* _Exercise instructions_: The reply should return the data in full, exactly as written.
*** Input data ***
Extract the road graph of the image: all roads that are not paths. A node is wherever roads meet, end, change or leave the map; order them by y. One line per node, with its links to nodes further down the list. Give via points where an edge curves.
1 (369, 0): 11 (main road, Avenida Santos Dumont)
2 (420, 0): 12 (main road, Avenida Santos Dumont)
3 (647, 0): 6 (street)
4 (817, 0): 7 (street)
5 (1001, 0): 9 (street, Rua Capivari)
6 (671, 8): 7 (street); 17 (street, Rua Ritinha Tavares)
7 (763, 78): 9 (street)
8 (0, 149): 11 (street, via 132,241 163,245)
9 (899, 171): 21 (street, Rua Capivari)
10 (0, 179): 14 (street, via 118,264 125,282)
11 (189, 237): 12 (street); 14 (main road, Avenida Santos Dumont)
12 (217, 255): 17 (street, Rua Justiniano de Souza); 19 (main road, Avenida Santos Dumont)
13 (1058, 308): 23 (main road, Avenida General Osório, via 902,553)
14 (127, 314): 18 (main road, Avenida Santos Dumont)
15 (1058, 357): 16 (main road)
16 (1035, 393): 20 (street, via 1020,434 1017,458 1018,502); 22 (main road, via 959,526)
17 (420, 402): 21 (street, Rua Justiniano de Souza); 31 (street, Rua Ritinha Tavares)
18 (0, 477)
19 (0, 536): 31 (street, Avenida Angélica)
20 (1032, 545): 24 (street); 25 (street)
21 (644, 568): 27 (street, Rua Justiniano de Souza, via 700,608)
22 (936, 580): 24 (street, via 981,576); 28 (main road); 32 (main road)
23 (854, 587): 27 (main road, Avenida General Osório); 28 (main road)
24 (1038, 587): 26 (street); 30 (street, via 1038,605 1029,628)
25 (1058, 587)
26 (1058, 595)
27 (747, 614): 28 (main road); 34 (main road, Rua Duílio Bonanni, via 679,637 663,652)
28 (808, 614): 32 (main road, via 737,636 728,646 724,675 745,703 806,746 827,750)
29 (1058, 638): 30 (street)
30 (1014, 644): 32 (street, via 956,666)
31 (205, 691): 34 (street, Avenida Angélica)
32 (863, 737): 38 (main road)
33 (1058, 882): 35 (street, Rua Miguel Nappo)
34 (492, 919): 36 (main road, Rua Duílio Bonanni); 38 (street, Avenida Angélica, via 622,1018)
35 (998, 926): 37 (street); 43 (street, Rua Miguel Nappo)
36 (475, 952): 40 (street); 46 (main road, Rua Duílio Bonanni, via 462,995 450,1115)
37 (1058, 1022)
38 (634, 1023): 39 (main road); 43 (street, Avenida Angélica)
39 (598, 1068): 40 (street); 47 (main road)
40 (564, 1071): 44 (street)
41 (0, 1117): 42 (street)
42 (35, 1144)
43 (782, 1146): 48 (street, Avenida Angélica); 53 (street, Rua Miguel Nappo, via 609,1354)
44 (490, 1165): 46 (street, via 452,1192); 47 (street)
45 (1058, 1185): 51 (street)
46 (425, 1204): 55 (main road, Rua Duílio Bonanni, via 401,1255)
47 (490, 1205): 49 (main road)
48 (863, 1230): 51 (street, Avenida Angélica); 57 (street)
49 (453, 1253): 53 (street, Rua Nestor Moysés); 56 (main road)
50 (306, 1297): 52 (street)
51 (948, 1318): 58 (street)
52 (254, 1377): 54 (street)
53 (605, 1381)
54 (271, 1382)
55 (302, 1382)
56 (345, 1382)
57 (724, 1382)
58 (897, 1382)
*** End of Input data ***
* _Result for this exercise_:
Extract the road graph of the image: all roads that are not paths. A node is wherever roads meet, end, change or leave the map; order them by y. One line per node, with its links to nodes further down the list. Give via points where an edge curves.
1 (369, 0): 11 (main road, Avenida Santos Dumont)
2 (420, 0): 12 (main road, Avenida Santos Dumont)
3 (647, 0): 6 (street)
4 (817, 0): 7 (street)
5 (1001, 0): 9 (street, Rua Capivari)
6 (671, 8): 7 (street); 17 (street, Rua Ritinha Tavares)
7 (763, 78): 9 (street)
8 (0, 149): 11 (street, via 132,241 163,245)
9 (899, 171): 21 (street, Rua Capivari)
10 (0, 179): 14 (street, via 118,264 125,282)
11 (189, 237): 12 (street); 14 (main road, Avenida Santos Dumont)
12 (217, 255): 17 (street, Rua Justiniano de Souza); 19 (main road, Avenida Santos Dumont)
13 (1058, 308): 23 (main road, Avenida General Osório, via 902,553)
14 (127, 314): 18 (main road, Avenida Santos Dumont)
15 (1058, 357): 16 (main road)
16 (1035, 393): 20 (street, via 1020,434 1017,458 1018,502); 22 (main road, via 959,526)
17 (420, 402): 21 (street, Rua Justiniano de Souza); 31 (street, Rua Ritinha Tavares)
18 (0, 477)
19 (0, 536): 31 (street, Avenida Angélica)
20 (1032, 545): 24 (street); 25 (street)
21 (644, 568): 27 (street, Rua Justiniano de Souza, via 700,608)
22 (936, 580): 24 (street, via 981,576); 28 (main road); 32 (main road)
23 (854, 587): 27 (main road, Avenida General Osório); 28 (main road)
24 (1038, 587): 26 (street); 30 (street, via 1038,605 1029,628)
25 (1058, 587)
26 (1058, 595)
27 (747, 614): 28 (main road); 34 (main road, Rua Duílio Bonanni, via 679,637 663,652)
28 (808, 614): 32 (main road, via 737,636 728,646 724,675 745,703 806,746 827,750)
29 (1058, 638): 30 (street)
30 (1014, 644): 32 (street, via 956,666)
31 (205, 691): 34 (street, Avenida Angélica)
32 (863, 737): 38 (main road)
33 (1058, 882): 35 (street, Rua Miguel Nappo)
34 (492, 919): 36 (main road, Rua Duílio Bonanni); 38 (street, Avenida Angélica, via 622,1018)
35 (998, 926): 37 (street); 43 (street, Rua Miguel Nappo)
36 (475, 952): 40 (street); 46 (main road, Rua Duílio Bonanni, via 462,995 450,1115)
37 (1058, 1022)
38 (634, 1023): 39 (main road); 43 (street, Avenida Angélica)
39 (598, 1068): 40 (street); 47 (main road)
40 (564, 1071): 44 (street)
41 (0, 1117): 42 (street)
42 (35, 1144)
43 (782, 1146): 48 (street, Avenida Angélica); 53 (street, Rua Miguel Nappo, via 609,1354)
44 (490, 1165): 46 (street, via 452,1192); 47 (street)
45 (1058, 1185): 51 (street)
46 (425, 1204): 55 (main road, Rua Duílio Bonanni, via 401,1255)
47 (490, 1205): 49 (main road)
48 (863, 1230): 51 (street, Avenida Angélica); 57 (street)
49 (453, 1253): 53 (street, Rua Nestor Moysés); 56 (main road)
50 (306, 1297): 52 (street)
51 (948, 1318): 58 (street)
52 (254, 1377): 54 (street)
53 (605, 1381)
54 (271, 1382)
55 (302, 1382)
56 (345, 1382)
57 (724, 1382)
58 (897, 1382)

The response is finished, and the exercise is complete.